Schräger Chic

Die Welt trägt diagonal, und keiner weiß, warum. Allein die Radfahrer können erklären, was sie zur Umhängetasche zieht – zumindest ansatzweise. Was einerseits die Balance erschwert, erleichtert andererseits den schnellen Zugriff, ohne abzusteigen

VON CLAUDIA SCHALLENBERG

Lange Zeit galten die City-Radler als regelrecht Rucksack-affin, nun werden sie immer öfter mit Seitentasche gesichtet. Die ist geschneidert aus Lkw-Plane, Rasenimitat oder Filz, zusätzlich aufgewertet durch Kuhfellapplikationen. Der Seitentaschenmarkt hält offensichtlich für jeden Geschmack und Geldbeutel das passende Modell bereit. Es sieht so aus, also ob da der gute alte Rucksack in puncto Design nicht mithalten kann. Wie aber steht es mit dem Fahrkomfort?

Kein Abschultern, dafür aber blaue Flecken

Fest steht: Bei der Seitentasche herkömmlicher Bauart schlenkert es, und zwar mächtig. Jedes Bremsen lässt sie wie die Sehne eines Bogens nach vorne schnellen, blaue Flecken sind bei solchen Schleudervorgängen manchmal nicht zu vermeiden. Und der Transport schwererer Gegenstände stellt eine echte Herausforderung an den Gleichgewichtssinn dar. Dennoch scheinen Radler die Bandscheibenschikane gern duldsam auf sich zu nehmen, weil die Seitentasche auch praktische Vorteile bietet.

Melanie zum Beispiel hält an ihrer Seitentasche Typ „Schweizer Armeedecke“ fest und erklärt die Lage so: „Das Baumeln und Schwenken während der Fahrt nervt schon, aber mit nur einem Griff bin ich an meiner Tasche und muss dazu nicht erst absteigen. Ich bin einfach schneller, das ist mir wichtig.“ Das zeitintensive Abschultern, wie es typisch ist für den Rucksack und seine Vorgänger (Ötzi-Kraxe, Affe, Tornister), entfällt. Mit einem Griff ist man am Handy, Lipgloss oder an sonstigem Equipment des urbanen Nahkampfs. Der Mensch fühlt sich mit Seitentasche einfach flexibler, und das zählt.
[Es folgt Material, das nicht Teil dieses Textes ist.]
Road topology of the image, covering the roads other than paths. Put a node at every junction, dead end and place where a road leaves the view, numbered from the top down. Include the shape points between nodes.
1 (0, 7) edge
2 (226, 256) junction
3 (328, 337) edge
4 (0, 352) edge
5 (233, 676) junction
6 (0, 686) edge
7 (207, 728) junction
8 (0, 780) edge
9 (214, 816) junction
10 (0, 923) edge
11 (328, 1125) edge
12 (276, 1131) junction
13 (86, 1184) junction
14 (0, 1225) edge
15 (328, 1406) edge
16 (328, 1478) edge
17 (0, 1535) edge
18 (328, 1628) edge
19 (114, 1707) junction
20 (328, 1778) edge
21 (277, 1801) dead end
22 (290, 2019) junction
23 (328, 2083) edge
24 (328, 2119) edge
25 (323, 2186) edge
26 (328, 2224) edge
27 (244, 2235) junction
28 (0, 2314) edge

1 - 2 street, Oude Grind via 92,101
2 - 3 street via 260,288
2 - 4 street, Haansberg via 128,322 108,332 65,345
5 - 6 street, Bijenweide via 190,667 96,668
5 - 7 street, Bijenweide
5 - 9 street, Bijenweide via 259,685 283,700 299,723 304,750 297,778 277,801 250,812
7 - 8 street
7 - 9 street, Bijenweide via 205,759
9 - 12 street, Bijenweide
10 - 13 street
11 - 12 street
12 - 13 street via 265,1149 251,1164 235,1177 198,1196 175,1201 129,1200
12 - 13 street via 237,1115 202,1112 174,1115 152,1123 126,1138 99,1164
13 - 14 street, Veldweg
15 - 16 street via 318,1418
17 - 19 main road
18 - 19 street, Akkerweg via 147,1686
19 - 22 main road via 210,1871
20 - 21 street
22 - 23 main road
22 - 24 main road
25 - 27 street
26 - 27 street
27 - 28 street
Erst der Gurt macht die Seitentasche kompatibel

Mittlerweile haben auch die Hersteller die angeblichen oder tatsächlichen Produktvorteile der Seitentaschen erkannt und preisen spezielle Modelle für Radler an. Oftmals bieten diese „Fahrradseitentaschen“ neben sportivem Firlefanz allerdings keinen Mehrwert. Es sei denn, man baut so ein Ding wie „Zip-City“ oder „Sling-it“. Beide Modelle stammen aus dem Hause Ortlieb, wo man die physikalischen Gesetzmäßigkeiten des Fahrradfahrens offensichtlich kennt. Dank eines abnehmbaren „Rückenfixiergurtes“ bleibt sowohl die eine als die andere Tasche da, wo sie beim Treten nicht weiter stört – auf den Rücken. „Sling-it“ wird ihrem Namen erst dann gerecht, wenn der Fixiergurt gelöst ist.

Doch für Christof Scheitel, bei Ortlieb zuständig für die Öffentlichkeitsarbeit, ist die Seitentasche an sich mehr als nur ein praktisches Transportmittel. Sie werde immer mehr zum Teil der Kleidung: zu jedem Outfit die entsprechende Tasche, auch beim Radeln. Der Seitentaschenboom werde also weitergehen, meint Scheitel, allerdings räumt er auch dem Rucksack noch Chancen ein und mag in den universellen Abgesang nicht so recht einstimmen. Vor allem Businessbiker, eine mehr auf Traditionen abonnierte Zielgruppe, schulterten weiterhin den Rucksack, um morgens ins Büro zu radeln. Das Schräge – etwa in Form einer baumelnden Kuhfelltasche – verträgt sich halt nicht so gut mit dem gedeckten Zwirn des Geschäftsanzugs.